Minnesota Rep. Michele Bachmann told groups of New Hampshire Republicans and tea party supporters she loves their state and its “Live Free or Die” motto, and most of the people Bachmann spoke to cheered her on.
“You’re considered stoic, independent, blunt-speaking people. I fancy myself one of you!” Bachmann told a group gathered at a hotel outside of Manchester Saturday morning for a New Hampshire GOP fundraiser.
Earlier in the day, Bachmann spoke to some New Hampshire state lawmakers and others at the site of a future alternative school in Manchester. She railed against the growing national debt, and President Obama and Democrats in Congress. Former Gov. Tim Pawlenty was in Manchester just two days earlier saying many of the same things.
Manchester resident and small business owner Steve Mathieu played hockey with Pawlenty Friday morning in Concord. Twenty-four hours later, he was listening to Bachmann at the school in Manchester. Mathieu said he was a long way from deciding which candidate to support in the 2012 GOP nominating contest. But he dismissed the notion that Pawlenty, with two terms as governor under his belt, is more qualified to be president than Bachmann. Mathieu said Bachmann and Ronald Reagan share some qualities.
“They shoot from their value system. People call it shooting from the hip, but what it is, is what you see is what you get with these people. They’re honest. They’re true to their principles. They’re true to who they are and that’s exactly what America needs,” said Mathieu.
Some say Bachmann is almost perfectly positioned to fill a void in the tea party-wing of the Republican Party that former Alaska Gov. Sarah Palin seems to be leaving.
University of New Hampshire political scientist Danta Scala told MPR News that Bachmann doesn’t need to operate in the shadows of Palin.
“I think she could be potentially more than a poor man’s Sarah Palin, which she usually is cast as by the national media, because she’s at least as well versed on issues of importance to conservatives as Palin is, and she can, perhaps, deliver as much verve on the stump as Palin could,” said Scala.

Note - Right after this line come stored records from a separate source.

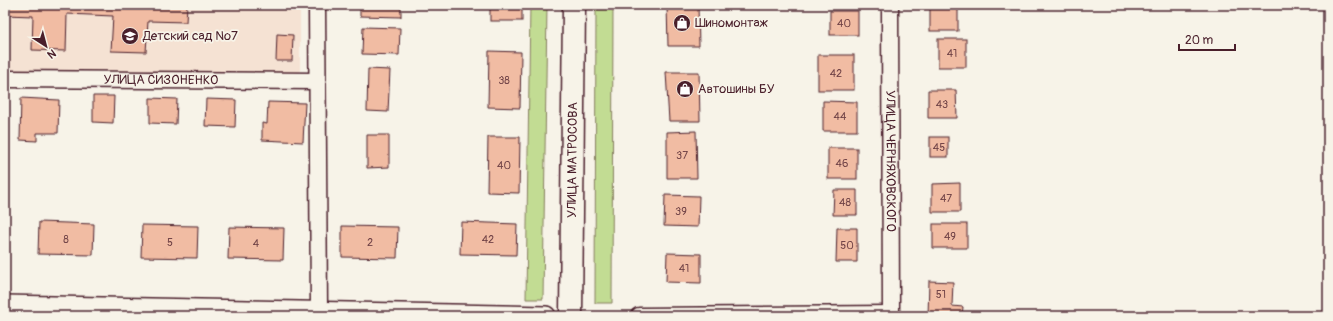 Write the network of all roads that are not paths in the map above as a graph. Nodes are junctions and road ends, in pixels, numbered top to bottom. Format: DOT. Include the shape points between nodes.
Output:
graph roads {
  1 [pos="317,5"];
  2 [pos="574,5"];
  3 [pos="890,5"];
  4 [pos="5,79"];
  5 [pos="317,81"];
  6 [pos="5,306"];
  7 [pos="319,311"];
  8 [pos="118,312"];
  9 [pos="891,315"];
  10 [pos="546,316"];
  11 [pos="571,316"];
  12 [pos="639,316"];
  1 -- 5 [label="street"];
  2 -- 11 [label="main road, УЛИЦА МАТРОСОВА"];
  3 -- 9 [label="street, УЛИЦА ЧЕРНЯХОВСКОГО"];
  4 -- 5 [label="street, УЛИЦА СИЗОНЕНКО"];
  5 -- 7 [label="street"];
  6 -- 8 [label="street"];
  7 -- 8 [label="street"];
  7 -- 10 [label="street"];
  9 -- 12 [label="street"];
}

As she almost always does whereever she goes, Bachmann brought a lot of energy to New Hampshire. She drew several standing ovations at a fundraiser for a tea party political action committee Saturday afternoon.
On Friday evening and then again on Saturday morning, she made the mistake of saying the first shot of the revolutionary war was fired in New Hampshire. But in her last speech Saturday afternoon, Bachmann said many New Hampshirites helped their counterparts in Massachusetts, the state where the first shots were fired. Bachmann also added this mea culpa to her Facebook page, “It was my mistake, Massachusetts is where they [the shots] happened,” wrote Bachmann.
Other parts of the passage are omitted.